Freedom and the Trinity

From an article by Paul Molnar:

There is then a thread that runs through the theologians we have briefly canvassed in this article. That commonality suggests there is a tendency to allow experience rather than the Word of God revealed to dictate the meaning of theological categories. That very fact illustrates a confusion of the Holy Spirit with the human spirit. It is my contention that a contemporary doctrine of the immanent Trinity should recognize that while the doctrine of the Trinity begins with an experience of God in the economy, it nonetheless directs us away from our experiences and toward God’s Word and Spirit as the source of theological knowledge. To be sure, God meets us in our experiences of faith and hope; but the object of Trinitarian reflection is and remains God and never becomes our experiences of faith and hope.
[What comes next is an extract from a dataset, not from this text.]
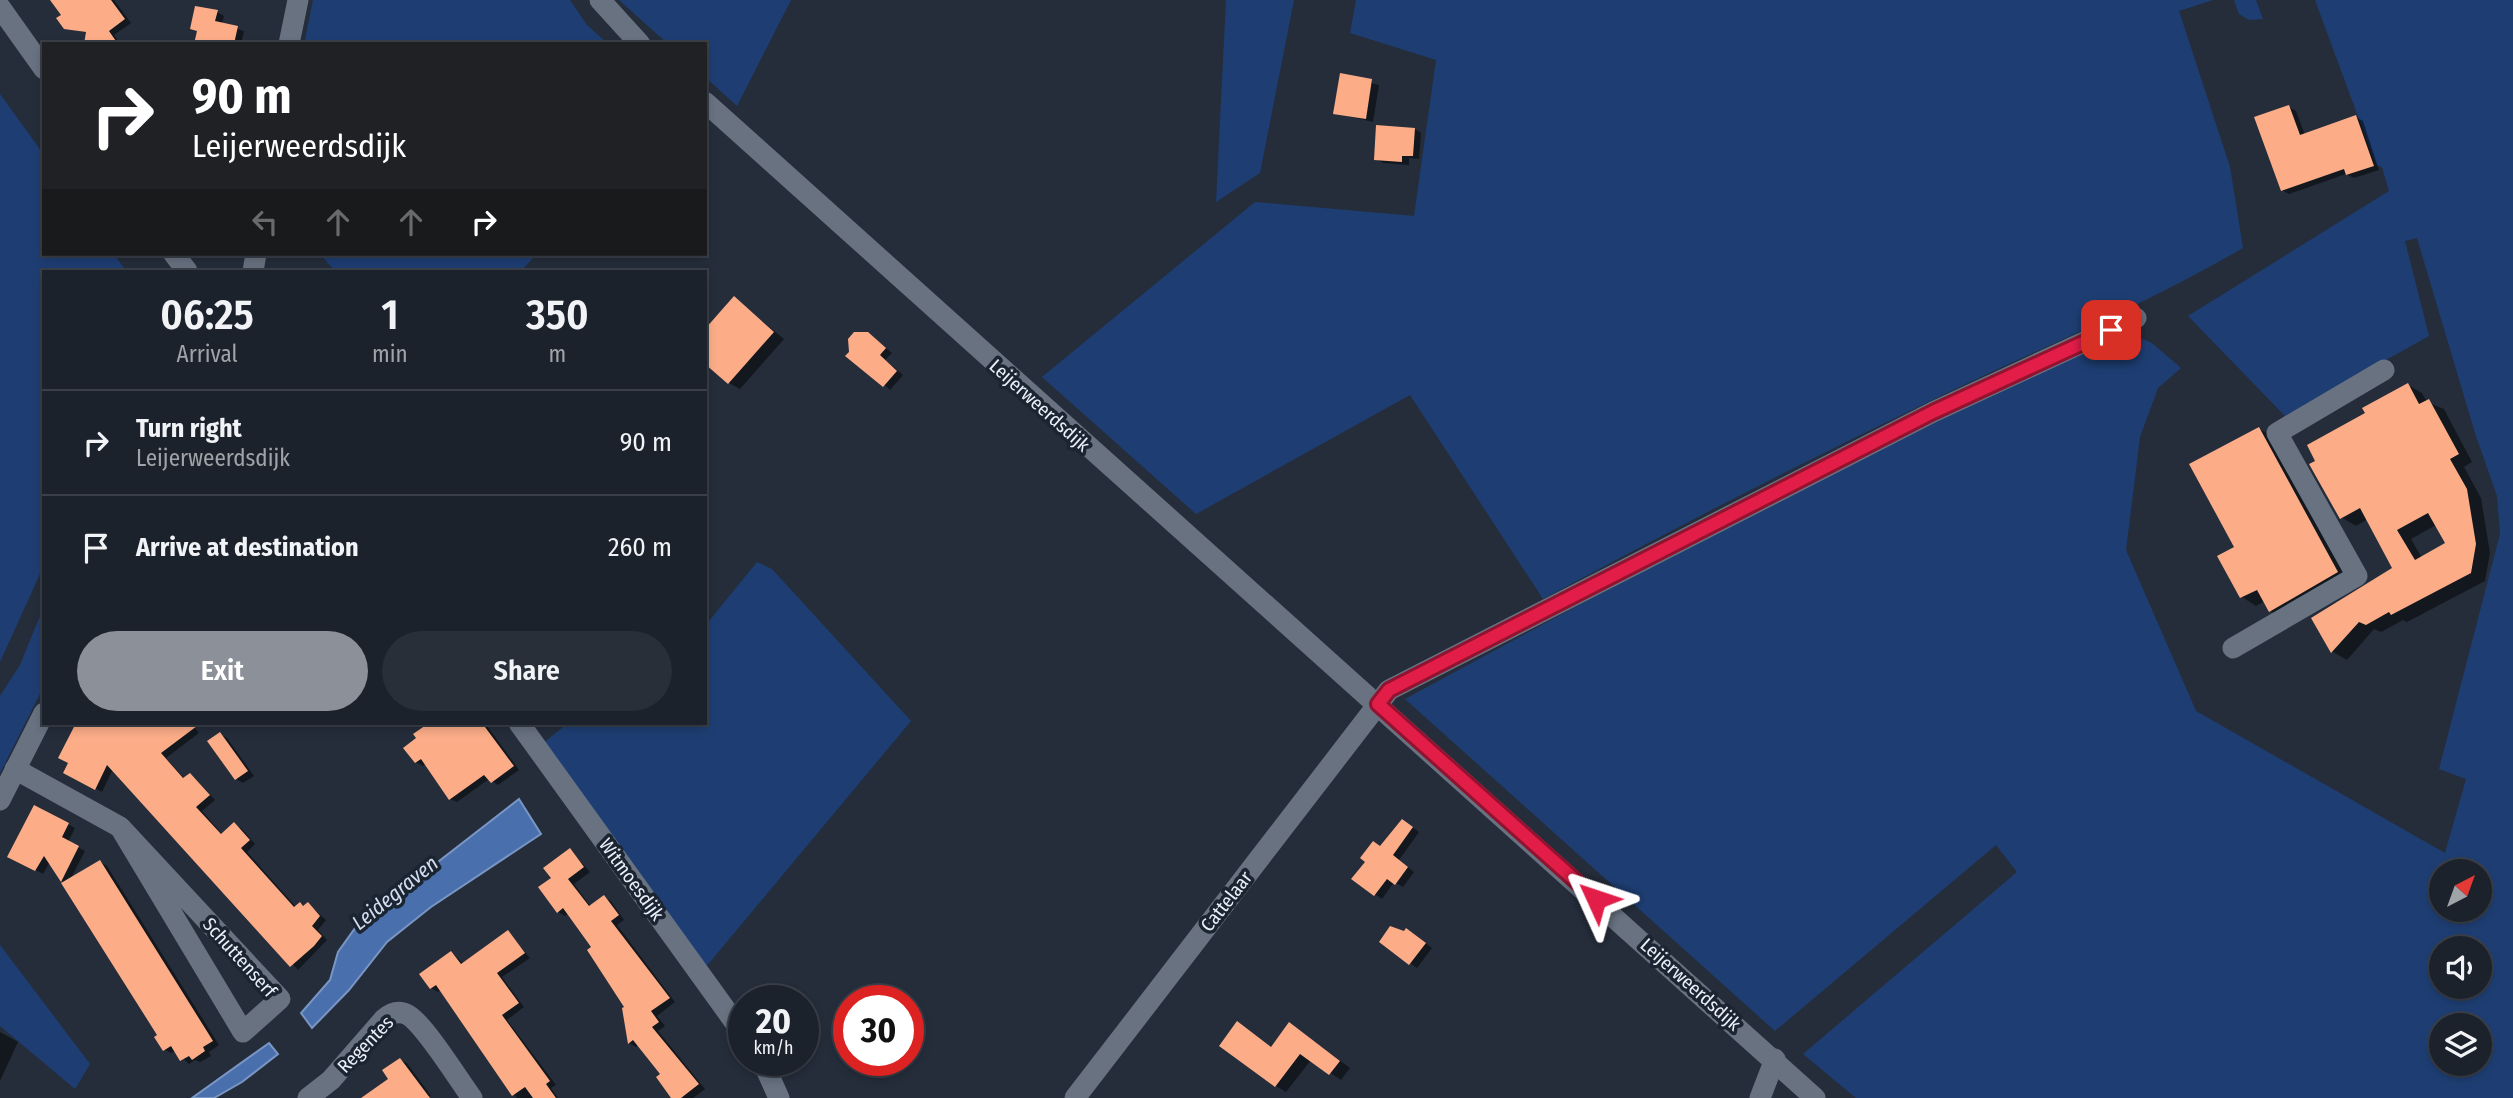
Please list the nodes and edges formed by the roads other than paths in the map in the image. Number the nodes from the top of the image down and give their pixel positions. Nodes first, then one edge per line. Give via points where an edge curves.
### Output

In this sense the doctrine of the immanent Trinity is a description of who God is who meets us in and through our experiences and not simply a description of salvation history or of our experiences of faith and hope. Whenever and wherever theologians think the doctrine is simply a way of describing the Christian experiences of faith, hope or salvation (which unfortunately happens all too frequently today), such thinking invariably substitutes some form of Trinitarian thinking for the Trinitarian God acting ad extra. And any such substitution compromises both divine and human freedom by beginning to think of God agnostically and then ending with some form of pantheism or dualism and far from the Christian God who really is for us but for us only in his Word and Spirit.